• [What the exercise asks] Please copy the records below word for word, leaving out the pictures.

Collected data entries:
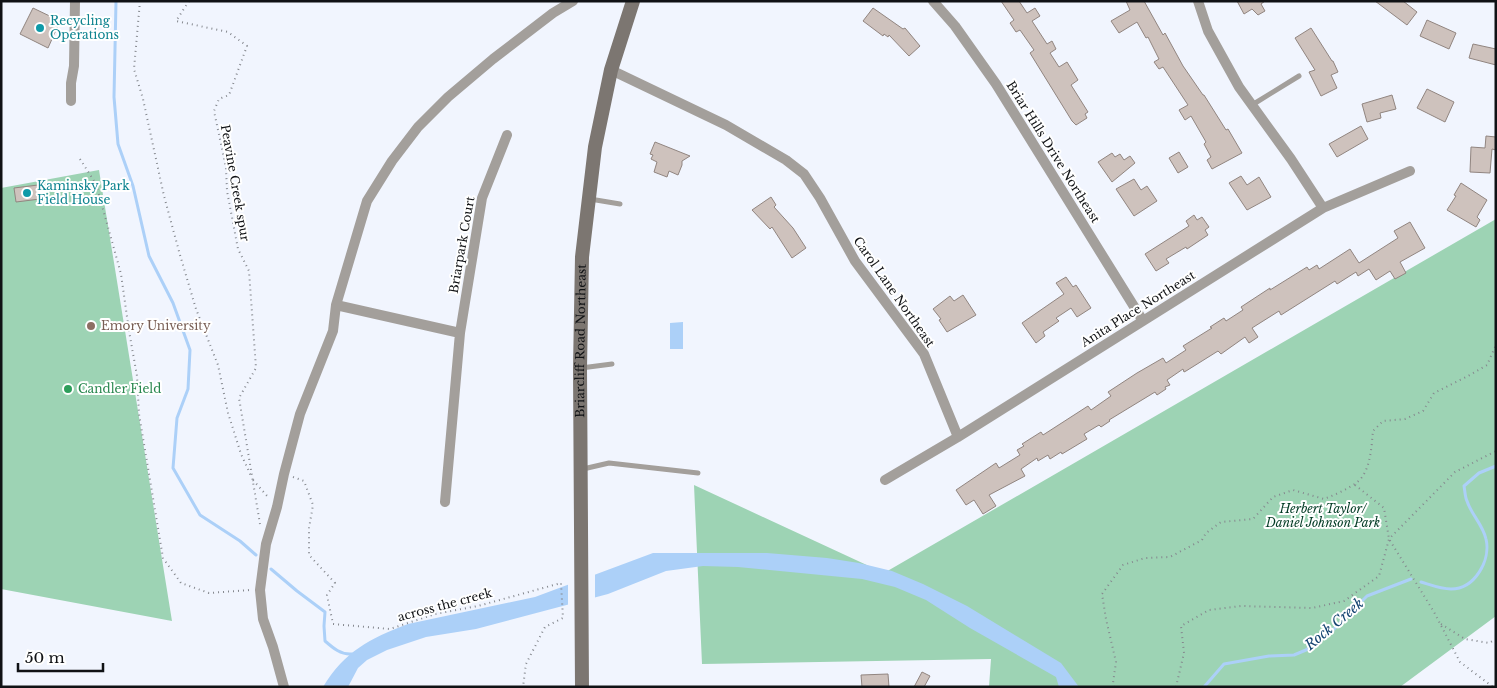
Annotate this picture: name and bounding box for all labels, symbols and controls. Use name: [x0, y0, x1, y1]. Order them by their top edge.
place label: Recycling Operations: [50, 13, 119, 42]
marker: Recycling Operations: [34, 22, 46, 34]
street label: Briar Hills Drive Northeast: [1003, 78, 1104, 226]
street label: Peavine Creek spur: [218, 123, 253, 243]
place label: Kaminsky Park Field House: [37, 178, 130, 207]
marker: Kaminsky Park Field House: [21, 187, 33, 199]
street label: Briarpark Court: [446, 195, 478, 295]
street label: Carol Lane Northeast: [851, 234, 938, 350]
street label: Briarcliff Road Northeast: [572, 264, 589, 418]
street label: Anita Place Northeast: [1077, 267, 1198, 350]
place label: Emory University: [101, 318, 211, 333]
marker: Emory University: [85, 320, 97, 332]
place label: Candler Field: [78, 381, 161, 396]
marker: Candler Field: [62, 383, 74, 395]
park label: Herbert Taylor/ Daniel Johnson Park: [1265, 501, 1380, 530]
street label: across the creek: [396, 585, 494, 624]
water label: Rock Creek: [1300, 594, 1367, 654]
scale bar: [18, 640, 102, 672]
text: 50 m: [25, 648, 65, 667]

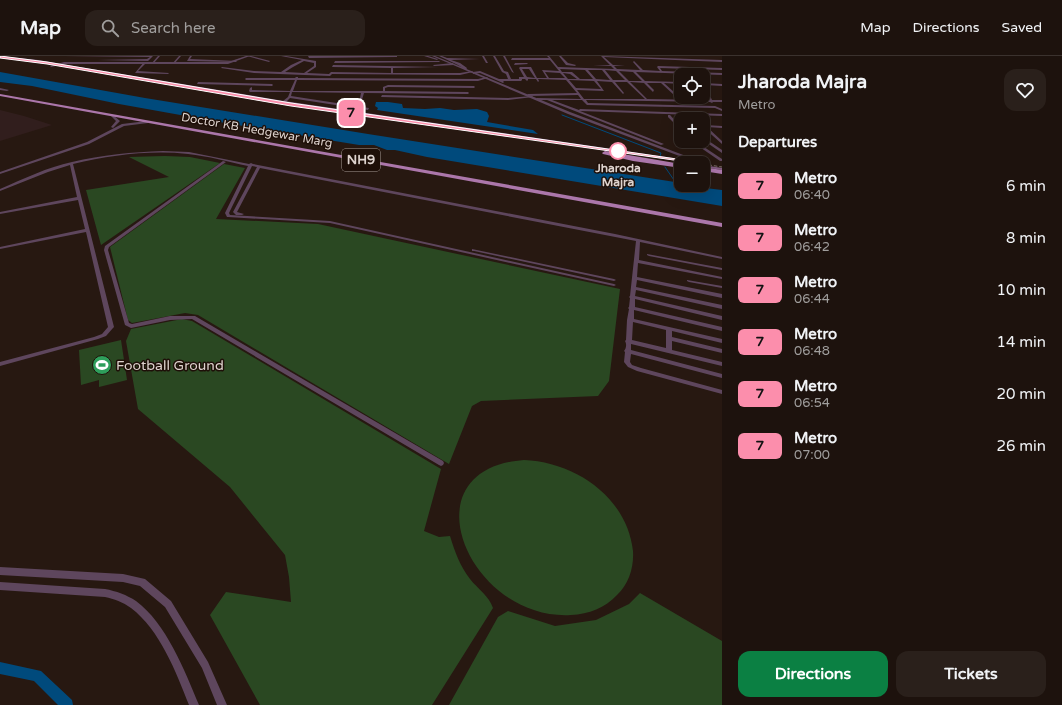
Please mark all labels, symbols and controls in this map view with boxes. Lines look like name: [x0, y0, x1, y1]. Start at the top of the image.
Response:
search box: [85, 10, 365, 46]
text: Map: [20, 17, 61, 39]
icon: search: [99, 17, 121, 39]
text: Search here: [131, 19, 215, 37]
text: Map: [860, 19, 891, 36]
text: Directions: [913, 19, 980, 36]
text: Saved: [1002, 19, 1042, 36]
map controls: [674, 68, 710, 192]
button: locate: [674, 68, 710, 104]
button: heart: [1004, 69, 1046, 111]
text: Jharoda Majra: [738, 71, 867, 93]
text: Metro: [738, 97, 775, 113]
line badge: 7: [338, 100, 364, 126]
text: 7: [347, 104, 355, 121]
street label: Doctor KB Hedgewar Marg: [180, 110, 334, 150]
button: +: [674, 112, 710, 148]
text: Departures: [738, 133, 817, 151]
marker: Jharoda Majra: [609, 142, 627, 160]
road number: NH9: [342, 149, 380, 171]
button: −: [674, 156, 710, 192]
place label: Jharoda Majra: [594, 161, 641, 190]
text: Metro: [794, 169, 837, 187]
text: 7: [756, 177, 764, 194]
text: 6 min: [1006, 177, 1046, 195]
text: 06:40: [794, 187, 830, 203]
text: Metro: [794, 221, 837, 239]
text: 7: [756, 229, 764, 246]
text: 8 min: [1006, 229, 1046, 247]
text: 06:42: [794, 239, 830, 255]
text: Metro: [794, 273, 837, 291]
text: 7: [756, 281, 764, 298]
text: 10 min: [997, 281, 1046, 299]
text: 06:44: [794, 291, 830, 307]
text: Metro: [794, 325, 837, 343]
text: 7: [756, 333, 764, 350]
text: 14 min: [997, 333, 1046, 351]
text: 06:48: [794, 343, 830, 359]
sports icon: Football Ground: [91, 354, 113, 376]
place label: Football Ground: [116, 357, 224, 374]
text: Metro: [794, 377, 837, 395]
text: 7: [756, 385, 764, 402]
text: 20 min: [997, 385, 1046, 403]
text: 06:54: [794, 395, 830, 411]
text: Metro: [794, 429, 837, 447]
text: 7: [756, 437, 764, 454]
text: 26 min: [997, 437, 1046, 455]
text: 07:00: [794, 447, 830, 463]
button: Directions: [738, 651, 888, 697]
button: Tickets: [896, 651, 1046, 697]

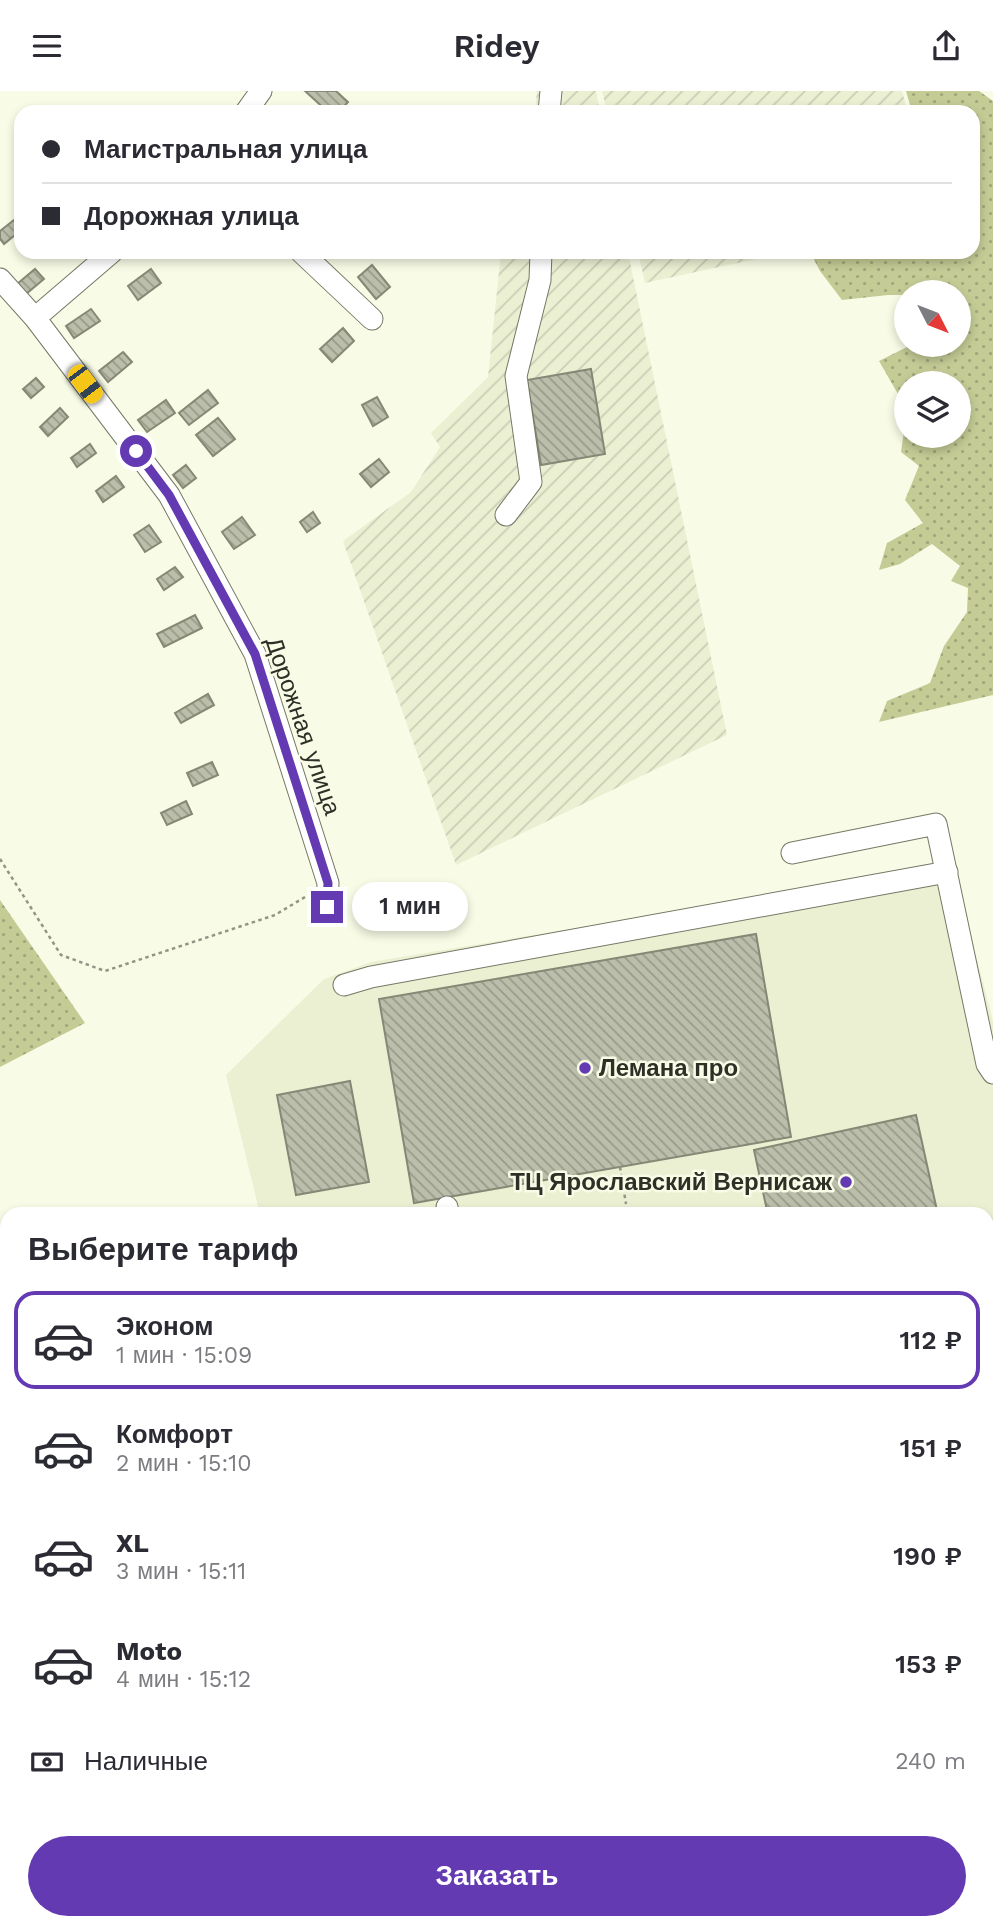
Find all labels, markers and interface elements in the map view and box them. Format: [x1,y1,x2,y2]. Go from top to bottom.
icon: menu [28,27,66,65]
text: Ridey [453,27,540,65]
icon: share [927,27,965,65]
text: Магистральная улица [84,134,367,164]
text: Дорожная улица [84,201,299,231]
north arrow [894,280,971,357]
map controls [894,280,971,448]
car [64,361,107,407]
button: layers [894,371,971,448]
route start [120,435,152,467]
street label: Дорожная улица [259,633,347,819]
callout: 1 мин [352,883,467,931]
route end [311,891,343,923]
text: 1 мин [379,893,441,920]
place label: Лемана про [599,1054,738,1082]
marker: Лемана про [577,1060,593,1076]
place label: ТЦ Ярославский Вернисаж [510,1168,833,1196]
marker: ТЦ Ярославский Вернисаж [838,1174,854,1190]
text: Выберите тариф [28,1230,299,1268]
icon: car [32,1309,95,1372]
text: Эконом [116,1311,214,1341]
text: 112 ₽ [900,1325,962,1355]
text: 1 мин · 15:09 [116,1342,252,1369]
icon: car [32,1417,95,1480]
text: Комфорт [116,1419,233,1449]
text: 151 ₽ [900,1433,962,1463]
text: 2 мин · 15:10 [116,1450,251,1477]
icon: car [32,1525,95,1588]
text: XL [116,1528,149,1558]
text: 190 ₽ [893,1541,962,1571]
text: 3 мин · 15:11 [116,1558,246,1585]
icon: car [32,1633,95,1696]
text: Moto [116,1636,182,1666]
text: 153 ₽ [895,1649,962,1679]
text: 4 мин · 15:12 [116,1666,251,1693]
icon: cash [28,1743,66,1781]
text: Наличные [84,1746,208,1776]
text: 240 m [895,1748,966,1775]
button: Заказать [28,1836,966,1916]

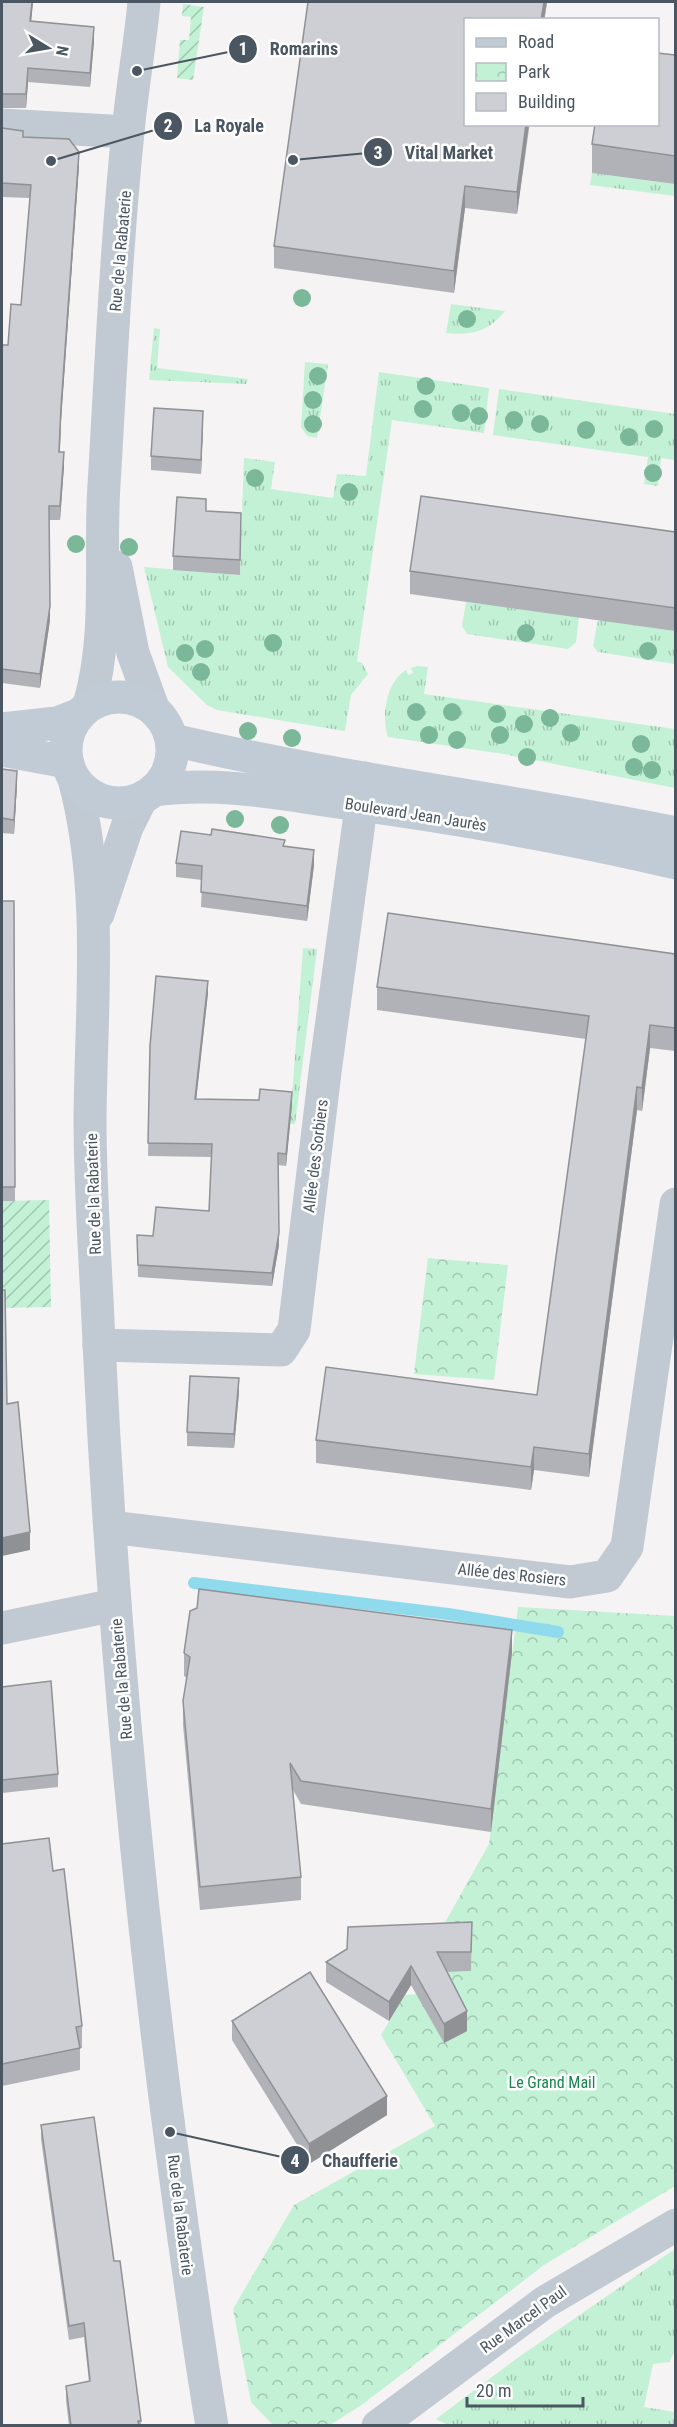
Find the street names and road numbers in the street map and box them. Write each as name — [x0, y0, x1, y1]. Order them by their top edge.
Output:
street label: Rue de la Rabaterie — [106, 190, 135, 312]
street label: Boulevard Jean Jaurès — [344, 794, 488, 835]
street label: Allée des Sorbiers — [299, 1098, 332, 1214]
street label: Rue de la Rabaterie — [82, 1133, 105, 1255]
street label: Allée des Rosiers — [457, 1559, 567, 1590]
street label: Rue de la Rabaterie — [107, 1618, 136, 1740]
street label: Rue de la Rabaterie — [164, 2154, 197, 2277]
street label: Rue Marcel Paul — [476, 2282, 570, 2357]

• [Written reply]
Annotate this picture: name and bounding box for all labels, symbols and controls. Use name: [x0, y0, x1, y1]. Order them by their top edge.
place label: Recycling Operations: [50, 13, 119, 42]
marker: Recycling Operations: [34, 22, 46, 34]
street label: Briar Hills Drive Northeast: [1003, 78, 1104, 226]
street label: Peavine Creek spur: [218, 123, 253, 243]
place label: Kaminsky Park Field House: [37, 178, 130, 207]
marker: Kaminsky Park Field House: [21, 187, 33, 199]
street label: Briarpark Court: [446, 195, 478, 295]
street label: Carol Lane Northeast: [851, 234, 938, 350]
street label: Briarcliff Road Northeast: [572, 264, 589, 418]
street label: Anita Place Northeast: [1077, 267, 1198, 350]
place label: Emory University: [101, 318, 211, 333]
marker: Emory University: [85, 320, 97, 332]
place label: Candler Field: [78, 381, 161, 396]
marker: Candler Field: [62, 383, 74, 395]
park label: Herbert Taylor/ Daniel Johnson Park: [1265, 501, 1380, 530]
street label: across the creek: [396, 585, 494, 624]
water label: Rock Creek: [1300, 594, 1367, 654]
scale bar: [18, 640, 102, 672]
text: 50 m: [25, 648, 65, 667]

Please mark all labels, symbols and controls in this map view with boxes. Lines look like name: [x0, y0, x1, y1]. Start at the top of the image.
Response:
search box: [85, 10, 365, 46]
text: Map: [20, 17, 61, 39]
icon: search: [99, 17, 121, 39]
text: Search here: [131, 19, 215, 37]
text: Map: [860, 19, 891, 36]
text: Directions: [913, 19, 980, 36]
text: Saved: [1002, 19, 1042, 36]
map controls: [674, 68, 710, 192]
button: locate: [674, 68, 710, 104]
button: heart: [1004, 69, 1046, 111]
text: Jharoda Majra: [738, 71, 867, 93]
text: Metro: [738, 97, 775, 113]
line badge: 7: [338, 100, 364, 126]
text: 7: [347, 104, 355, 121]
street label: Doctor KB Hedgewar Marg: [180, 110, 334, 150]
button: +: [674, 112, 710, 148]
text: Departures: [738, 133, 817, 151]
marker: Jharoda Majra: [609, 142, 627, 160]
road number: NH9: [342, 149, 380, 171]
button: −: [674, 156, 710, 192]
place label: Jharoda Majra: [594, 161, 641, 190]
text: Metro: [794, 169, 837, 187]
text: 7: [756, 177, 764, 194]
text: 6 min: [1006, 177, 1046, 195]
text: 06:40: [794, 187, 830, 203]
text: Metro: [794, 221, 837, 239]
text: 7: [756, 229, 764, 246]
text: 8 min: [1006, 229, 1046, 247]
text: 06:42: [794, 239, 830, 255]
text: Metro: [794, 273, 837, 291]
text: 7: [756, 281, 764, 298]
text: 10 min: [997, 281, 1046, 299]
text: 06:44: [794, 291, 830, 307]
text: Metro: [794, 325, 837, 343]
text: 7: [756, 333, 764, 350]
text: 14 min: [997, 333, 1046, 351]
text: 06:48: [794, 343, 830, 359]
sports icon: Football Ground: [91, 354, 113, 376]
place label: Football Ground: [116, 357, 224, 374]
text: Metro: [794, 377, 837, 395]
text: 7: [756, 385, 764, 402]
text: 20 min: [997, 385, 1046, 403]
text: 06:54: [794, 395, 830, 411]
text: Metro: [794, 429, 837, 447]
text: 7: [756, 437, 764, 454]
text: 26 min: [997, 437, 1046, 455]
text: 07:00: [794, 447, 830, 463]
button: Directions: [738, 651, 888, 697]
button: Tickets: [896, 651, 1046, 697]

Find all labels, markers and interface elements in the map view and box them. Format: [x1,y1,x2,y2]. Go from top to bottom.
icon: menu [28,27,66,65]
text: Ridey [453,27,540,65]
icon: share [927,27,965,65]
text: Магистральная улица [84,134,367,164]
text: Дорожная улица [84,201,299,231]
north arrow [894,280,971,357]
map controls [894,280,971,448]
car [64,361,107,407]
button: layers [894,371,971,448]
route start [120,435,152,467]
street label: Дорожная улица [259,633,347,819]
callout: 1 мин [352,883,467,931]
route end [311,891,343,923]
text: 1 мин [379,893,441,920]
place label: Лемана про [599,1054,738,1082]
marker: Лемана про [577,1060,593,1076]
place label: ТЦ Ярославский Вернисаж [510,1168,833,1196]
marker: ТЦ Ярославский Вернисаж [838,1174,854,1190]
text: Выберите тариф [28,1230,299,1268]
icon: car [32,1309,95,1372]
text: Эконом [116,1311,214,1341]
text: 112 ₽ [900,1325,962,1355]
text: 1 мин · 15:09 [116,1342,252,1369]
icon: car [32,1417,95,1480]
text: Комфорт [116,1419,233,1449]
text: 151 ₽ [900,1433,962,1463]
text: 2 мин · 15:10 [116,1450,251,1477]
icon: car [32,1525,95,1588]
text: XL [116,1528,149,1558]
text: 190 ₽ [893,1541,962,1571]
text: 3 мин · 15:11 [116,1558,246,1585]
icon: car [32,1633,95,1696]
text: Moto [116,1636,182,1666]
text: 153 ₽ [895,1649,962,1679]
text: 4 мин · 15:12 [116,1666,251,1693]
icon: cash [28,1743,66,1781]
text: Наличные [84,1746,208,1776]
text: 240 m [895,1748,966,1775]
button: Заказать [28,1836,966,1916]

Find the street names and road numbers in the street map and box them. Write each as name — [x0, y0, x1, y1]. Order them by their top edge.
Output:
street label: Rue de la Rabaterie — [106, 190, 135, 312]
street label: Boulevard Jean Jaurès — [344, 794, 488, 835]
street label: Allée des Sorbiers — [299, 1098, 332, 1214]
street label: Rue de la Rabaterie — [82, 1133, 105, 1255]
street label: Allée des Rosiers — [457, 1559, 567, 1590]
street label: Rue de la Rabaterie — [107, 1618, 136, 1740]
street label: Rue de la Rabaterie — [164, 2154, 197, 2277]
street label: Rue Marcel Paul — [476, 2282, 570, 2357]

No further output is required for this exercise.